Description of the task
Scan the data for "Keep" and copy the lines it appears in.

The data

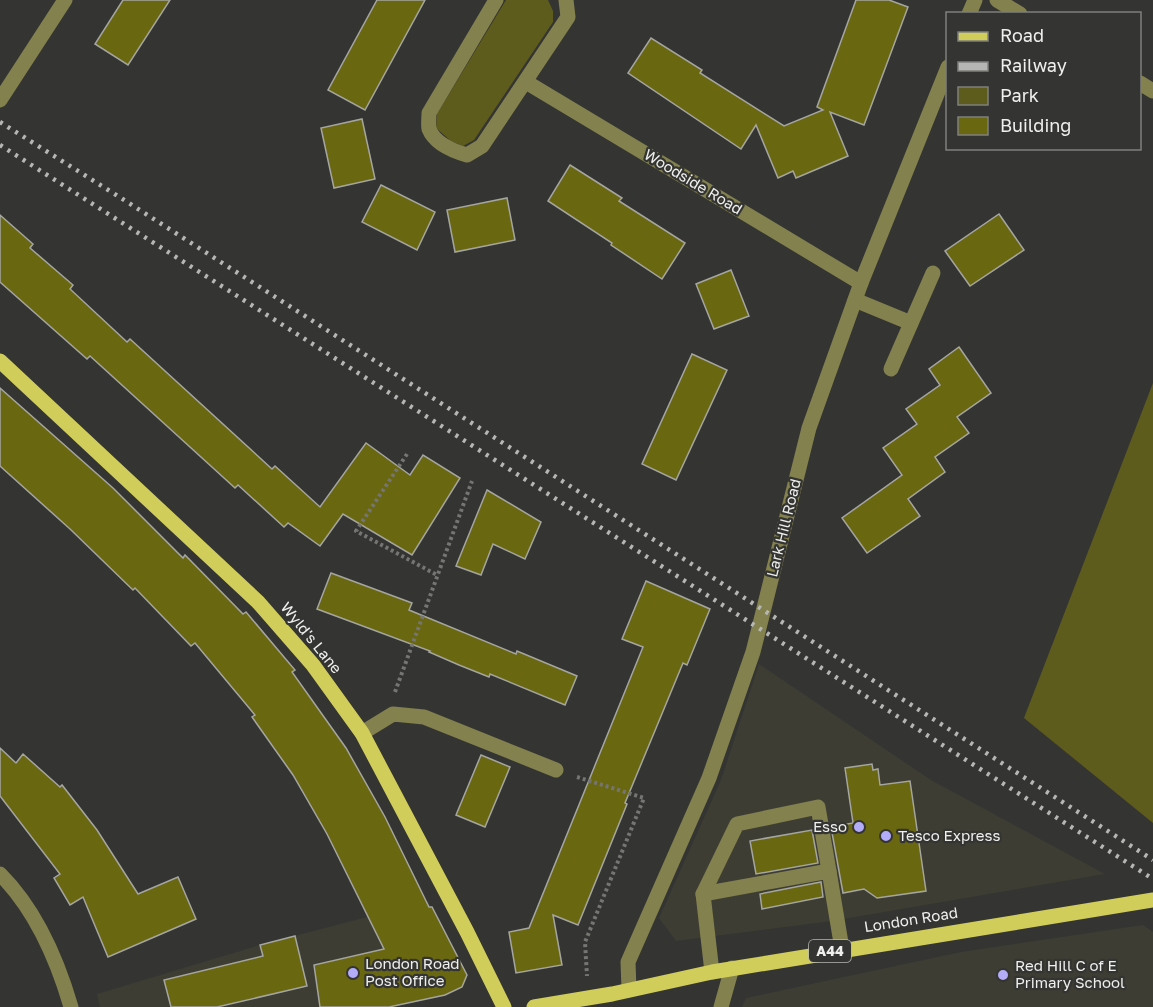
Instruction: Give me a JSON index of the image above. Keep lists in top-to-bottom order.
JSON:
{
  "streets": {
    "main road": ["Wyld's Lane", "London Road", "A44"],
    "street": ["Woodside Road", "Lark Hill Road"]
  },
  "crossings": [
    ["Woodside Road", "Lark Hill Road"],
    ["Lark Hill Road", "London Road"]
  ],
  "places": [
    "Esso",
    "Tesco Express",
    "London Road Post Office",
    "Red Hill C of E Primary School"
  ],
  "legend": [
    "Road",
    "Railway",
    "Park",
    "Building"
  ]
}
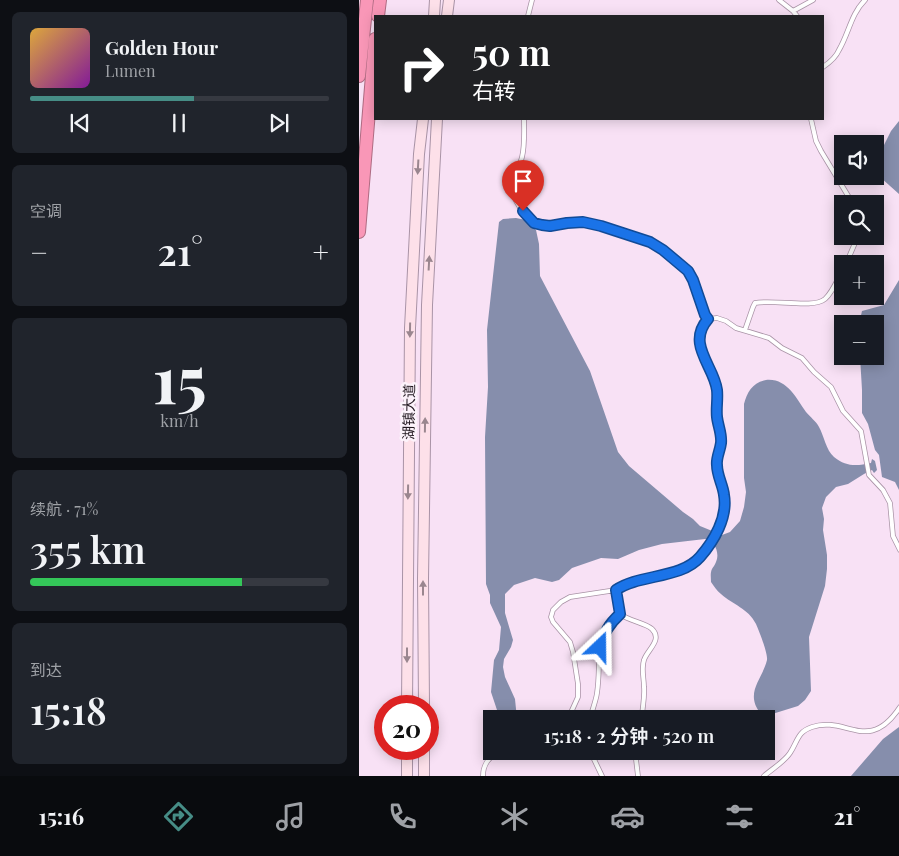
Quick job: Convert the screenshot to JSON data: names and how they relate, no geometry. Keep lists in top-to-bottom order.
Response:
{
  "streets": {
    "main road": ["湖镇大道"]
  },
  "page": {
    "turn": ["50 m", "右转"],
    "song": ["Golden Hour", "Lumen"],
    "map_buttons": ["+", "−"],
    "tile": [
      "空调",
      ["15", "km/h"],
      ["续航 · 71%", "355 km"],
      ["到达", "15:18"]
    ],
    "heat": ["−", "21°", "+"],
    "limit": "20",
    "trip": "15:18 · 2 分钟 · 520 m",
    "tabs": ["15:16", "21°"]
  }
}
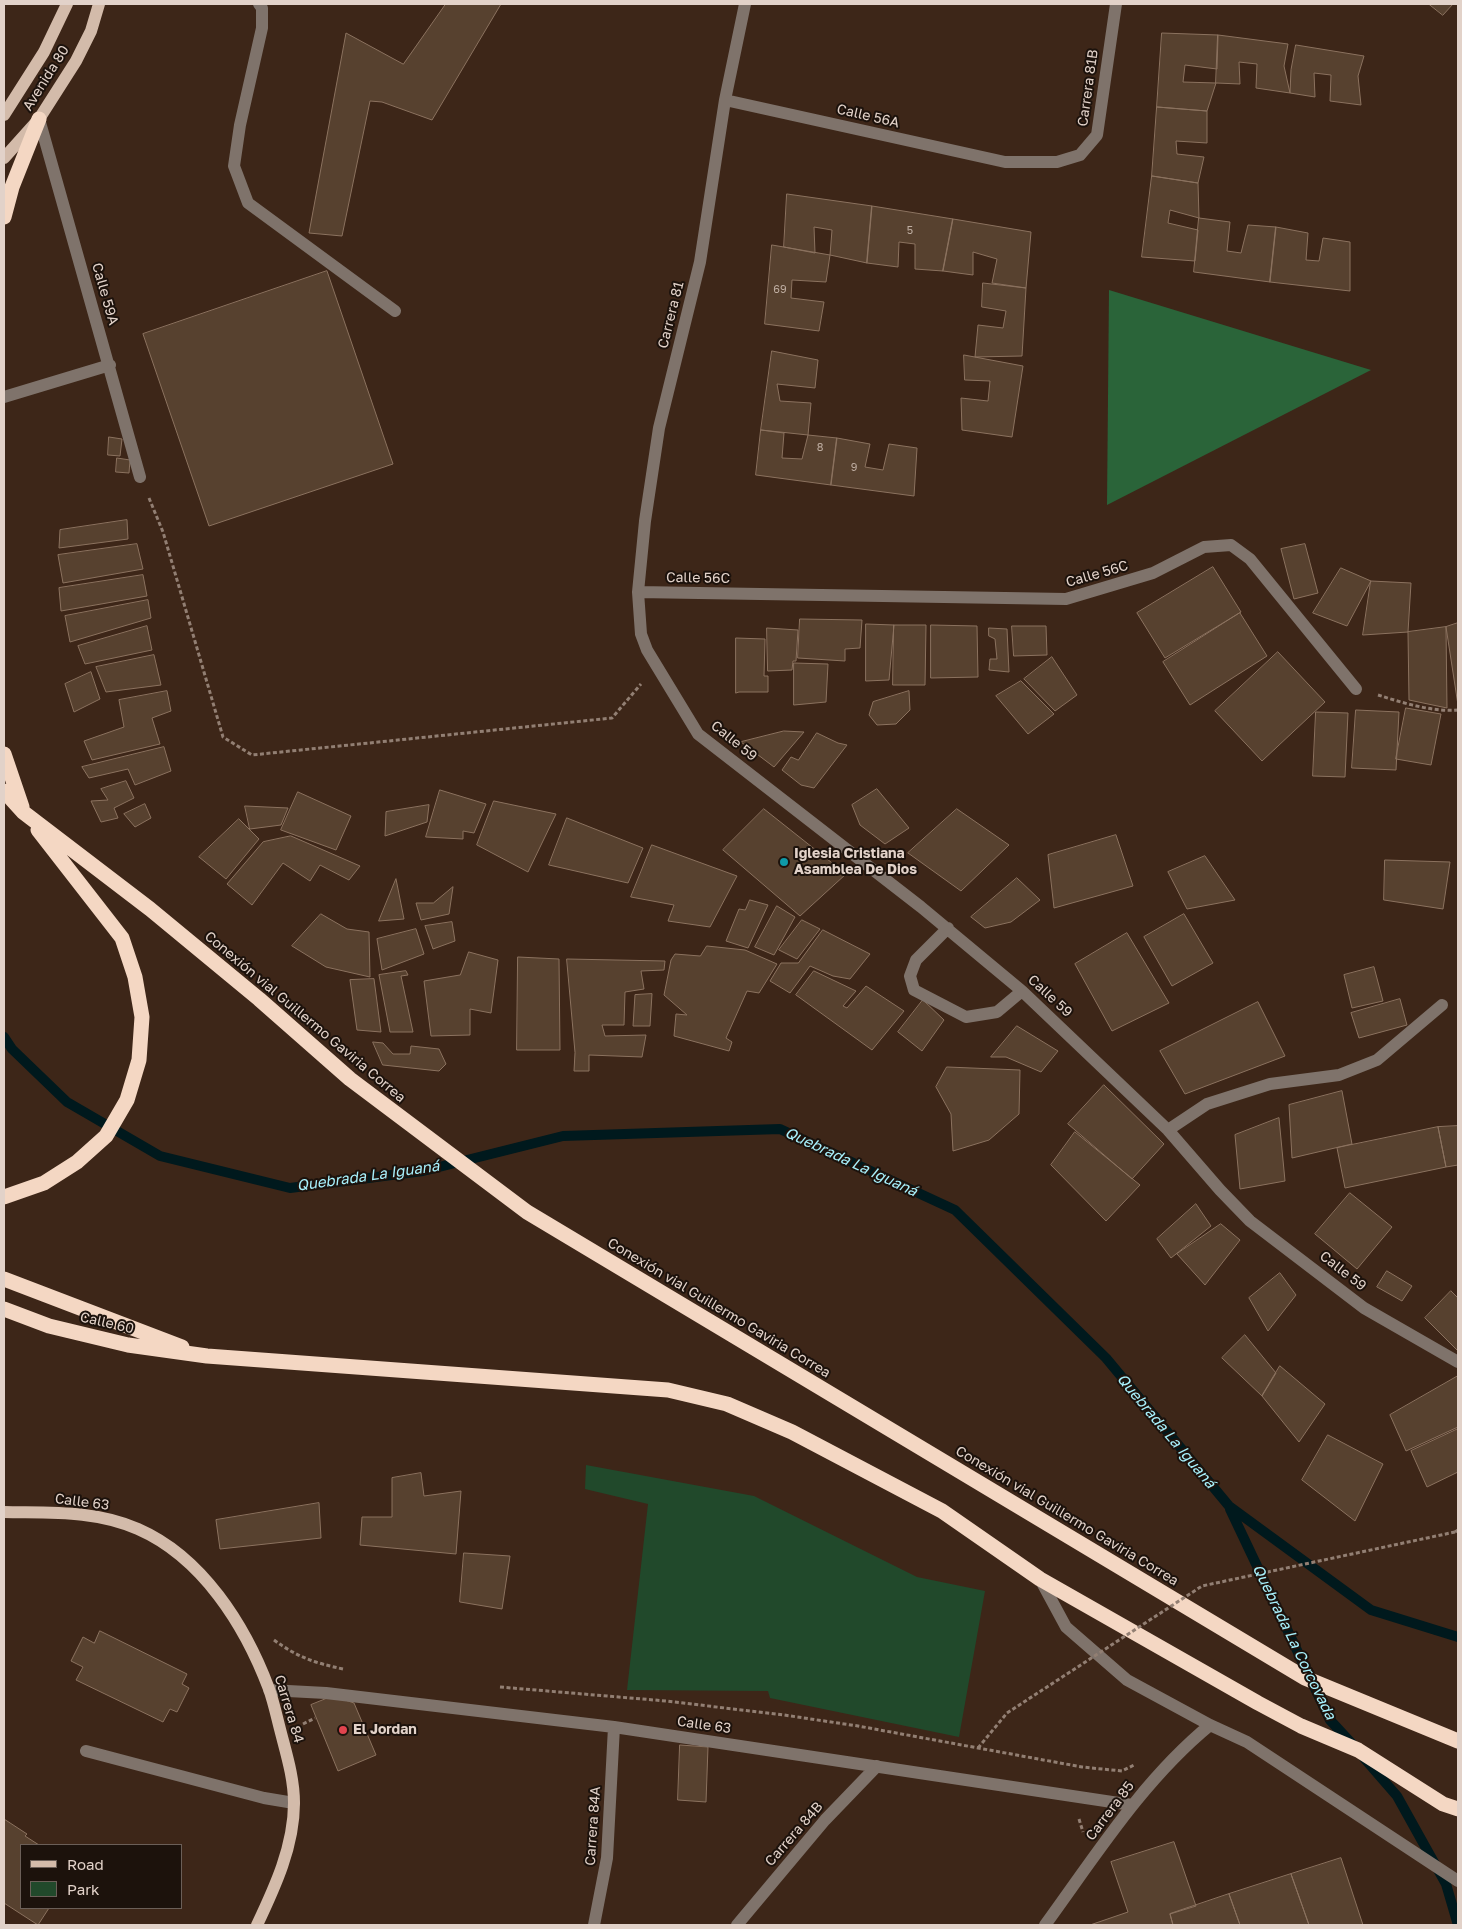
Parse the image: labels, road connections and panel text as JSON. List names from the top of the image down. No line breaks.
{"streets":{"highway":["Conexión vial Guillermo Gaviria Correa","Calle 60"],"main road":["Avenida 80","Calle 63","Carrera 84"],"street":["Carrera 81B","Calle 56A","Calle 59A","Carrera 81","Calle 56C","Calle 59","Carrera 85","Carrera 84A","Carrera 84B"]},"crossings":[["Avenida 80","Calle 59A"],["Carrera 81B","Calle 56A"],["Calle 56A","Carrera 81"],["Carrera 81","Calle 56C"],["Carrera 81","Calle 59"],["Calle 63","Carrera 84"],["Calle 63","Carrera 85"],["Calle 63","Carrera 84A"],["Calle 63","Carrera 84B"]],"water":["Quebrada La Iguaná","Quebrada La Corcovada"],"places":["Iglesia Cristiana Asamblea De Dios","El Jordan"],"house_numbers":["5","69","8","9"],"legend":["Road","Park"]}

--

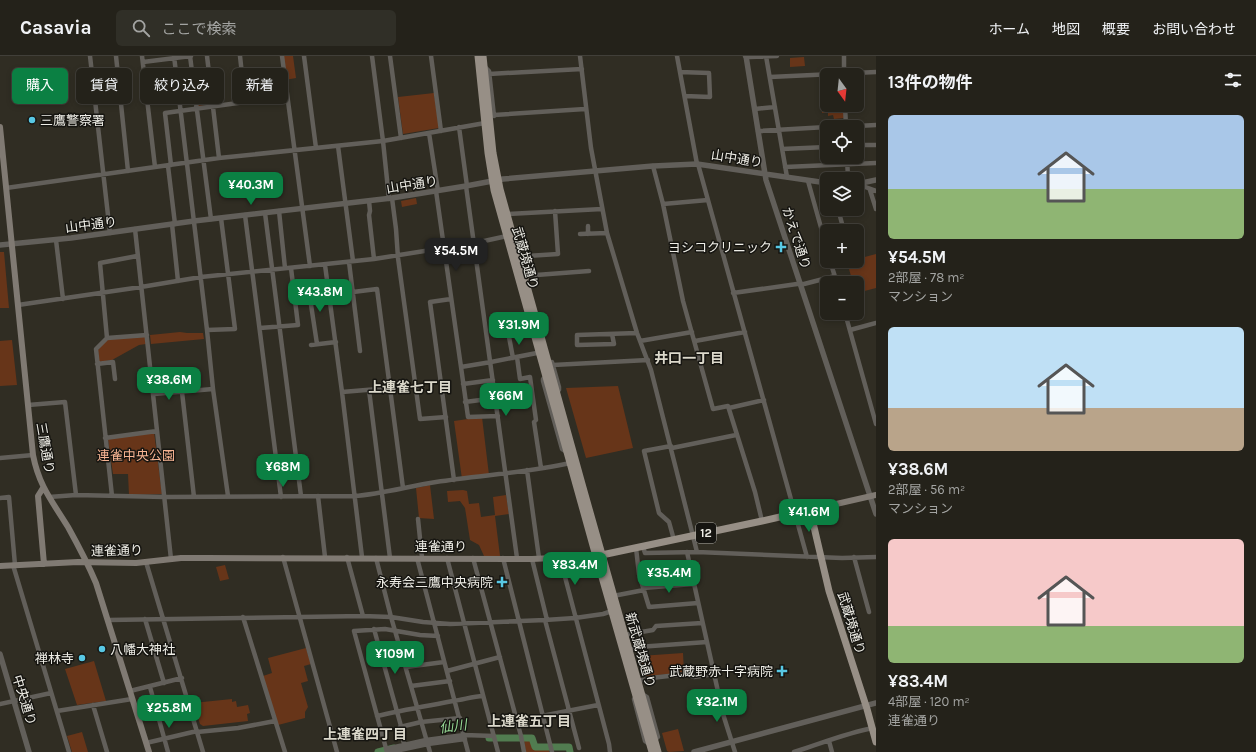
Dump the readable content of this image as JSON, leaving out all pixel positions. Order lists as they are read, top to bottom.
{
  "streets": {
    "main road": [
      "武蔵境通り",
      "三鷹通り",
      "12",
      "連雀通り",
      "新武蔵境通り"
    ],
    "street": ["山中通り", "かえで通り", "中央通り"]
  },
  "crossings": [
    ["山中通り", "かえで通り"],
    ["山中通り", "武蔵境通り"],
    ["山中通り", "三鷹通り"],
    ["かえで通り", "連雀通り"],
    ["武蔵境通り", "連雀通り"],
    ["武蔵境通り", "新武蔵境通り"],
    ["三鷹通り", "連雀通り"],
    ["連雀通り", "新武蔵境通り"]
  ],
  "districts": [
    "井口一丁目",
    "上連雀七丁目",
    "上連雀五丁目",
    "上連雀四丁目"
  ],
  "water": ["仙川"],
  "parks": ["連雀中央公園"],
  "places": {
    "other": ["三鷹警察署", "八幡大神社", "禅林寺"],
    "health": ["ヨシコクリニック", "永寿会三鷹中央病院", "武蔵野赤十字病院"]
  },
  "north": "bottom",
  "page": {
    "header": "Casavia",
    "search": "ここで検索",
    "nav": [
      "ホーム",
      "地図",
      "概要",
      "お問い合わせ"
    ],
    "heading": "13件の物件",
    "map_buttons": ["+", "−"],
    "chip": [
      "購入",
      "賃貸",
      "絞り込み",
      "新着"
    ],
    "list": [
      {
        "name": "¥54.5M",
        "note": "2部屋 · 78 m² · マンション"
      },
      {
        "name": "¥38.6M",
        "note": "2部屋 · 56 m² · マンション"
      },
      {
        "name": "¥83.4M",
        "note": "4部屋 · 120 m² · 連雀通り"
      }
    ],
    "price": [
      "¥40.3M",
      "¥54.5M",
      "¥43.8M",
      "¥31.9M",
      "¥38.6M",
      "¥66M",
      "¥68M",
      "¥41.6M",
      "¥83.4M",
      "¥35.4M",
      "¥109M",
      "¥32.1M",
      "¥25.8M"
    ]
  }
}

Response to the task
Instruction: Give me a JSON index of the image above. Keep lists in top-to-bottom order.
Quick job: Convert the screenshot to JSON data: names and how they relate, no geometry. Keep lists in top-to-bottom order.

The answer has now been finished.